Saturday 16 February 2013

getting to grips in the utility area

Finally it feels pleasant to be outside.  In fact, today seemed much warmer than yesterday, when it was jolly cold at Fakenham, and I was baffled at how so many people could wander around apparently quite happily although not wearing hats.  Today was a thermal leggings, fleece hat, heavy-weight fleece and two shirts day, but it felt very nice.

The Systems Administrator was out supporting our nephew's rugby team.  I've just checked the score, and they lost, so that won't have been such a good day as it might have been, especially when the SA has had to trek all the way to Mill Hill to witness the family defeat.  As somebody who is truly and serenely indifferent to the outcomes of almost all sporting contests, I can't share the SA's pain.  I felt a rare pang at the result of the 2.45 at Fakenham yesterday, but that was only because I'd made discouraging noises when the SA proposed backing a horse called The Black Baron, along the lines that it had unseated its rider the last time it ran, come fourth the time before that, and been pulled up on its only other outing in the current season.  The SA was swayed by my doubts and didn't back the horse, which went on to win at nine to one.

I thought that today to show willing I'd better use up some of the bags of chippings the SA has been processing from the prunings we took out of the hedge.  The SA had started grumbling ominously that I still hadn't used last year's bags of chippings, and it wasn't very motivating to spend ages shredding wood that sat unused in the bags until it rotted.  Besides which, I am running out of bags to collect mushroom compost in.  I see the SA's point about it not being awfully rewarding to shred woody stuff instead of simply burning it on the bonfire unless it's used, though in practice wood chips inside a plastic bag take a very long time to rot down.  The problem last year was that with all the rain the weeds grew like stink, and I didn't have any clean ground on which to use the chippings.

Today I weeded in front of the compost bins and by the fruit cage.  Two of the rhubarb crowns are coming into life.  I seem to have lost a third, but I recall it was late into leaf in previous years and I thought it must have died by the time it finally appeared.  I think I found it today by dint of sticking my fork through it while weeding, since I hit something underground that wasn't soil, and felt uncomfortably as though it might have been a rhubarb crown.  Given that you can split established clumps I expect it will survive the fork, assuming it is alive.  I even reached the point where I had weeded all round one of the crowns and could mulch it with mushroom compost.  Rhubarb is a greedy feeder, and the endless rain must have washed most of the nutrients out of the sandy soil in the top part of the garden.  It looked very smart in its little island of dark compost, surrounded by wood chippings.

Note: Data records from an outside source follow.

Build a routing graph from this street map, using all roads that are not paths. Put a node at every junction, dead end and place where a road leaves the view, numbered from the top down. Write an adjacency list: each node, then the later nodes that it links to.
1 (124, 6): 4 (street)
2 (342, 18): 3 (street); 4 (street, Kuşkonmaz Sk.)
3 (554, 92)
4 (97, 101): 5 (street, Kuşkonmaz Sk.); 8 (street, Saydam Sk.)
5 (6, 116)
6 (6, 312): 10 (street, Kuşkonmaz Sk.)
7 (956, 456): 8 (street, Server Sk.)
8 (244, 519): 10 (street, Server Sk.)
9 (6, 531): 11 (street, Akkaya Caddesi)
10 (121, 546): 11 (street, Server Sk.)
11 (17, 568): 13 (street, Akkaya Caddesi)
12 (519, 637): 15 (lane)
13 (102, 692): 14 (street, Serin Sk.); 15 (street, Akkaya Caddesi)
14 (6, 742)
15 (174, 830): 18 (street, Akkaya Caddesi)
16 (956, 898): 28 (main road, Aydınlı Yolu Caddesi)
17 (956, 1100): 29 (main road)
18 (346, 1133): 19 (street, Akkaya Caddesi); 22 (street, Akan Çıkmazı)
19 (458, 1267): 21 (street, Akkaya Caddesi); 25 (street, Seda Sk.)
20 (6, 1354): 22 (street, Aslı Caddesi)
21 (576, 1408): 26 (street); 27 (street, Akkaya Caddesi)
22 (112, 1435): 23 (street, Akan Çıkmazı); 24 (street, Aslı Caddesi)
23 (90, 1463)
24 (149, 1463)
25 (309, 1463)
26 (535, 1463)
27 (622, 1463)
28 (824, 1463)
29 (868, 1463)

Unfortunately I'm not going to have enough chippings to cover the whole utility area, even with the bags saved from last year.  I'll weed all of it now that I've started, but it's difficult to keep the bare soil clean all summer, once the weeds start growing.  I've got a heap of prunings from the grape vine waiting to be chipped, but you need an enormous quantity of twigs to yield enough chipped wood to cover a single square metre of ground.

Beyond the rhubarb clumps lies the chaos of the vegetable beds.  I didn't try to grow vegetables last year.  I took the original decision in March, because there was still so much work to do in the rest of the garden clearing up after the ravages of two hard winters.  Various friends and relatives asked me periodically about my vegetables, and responded with surprise when I said I wasn't doing them, or even with faint affront as if my failure to join in was casting aspersions on their vegetable growing enterprises.  It wasn't meant to.  It was simply that I didn't have time given everything else there was to do, and as the spring drought gave way to the everlasting rain and concomitant lack of sunshine I was quite relieved I'd already decided not to bother.  While I like cooking, and vegetables, my real passion as a gardener is for the ornamental garden.  Those who were shocked by my status as a vegetable growing refusenik lectured me on how nice really fresh vegetables were, that you had grown yourself, and they are, but you have to admit that you can buy a week's supply of quite edible vegetables for less than the cost of employing a decent gardener for two hours.  Ergo, if you have a large and out-of-control garden it pays to spend your time tidying up the borders, and buy your food.

That said, I might give it a go this year.  I can feel the vegetable growing juices rising gently, and the prospect of fresh broad beans beckoning.  Or little baby turnips, if I fleeced them against whatever fly it was that sent grubs burrowing through the roots last time.  Or maybe some salad leaves.  We'll see.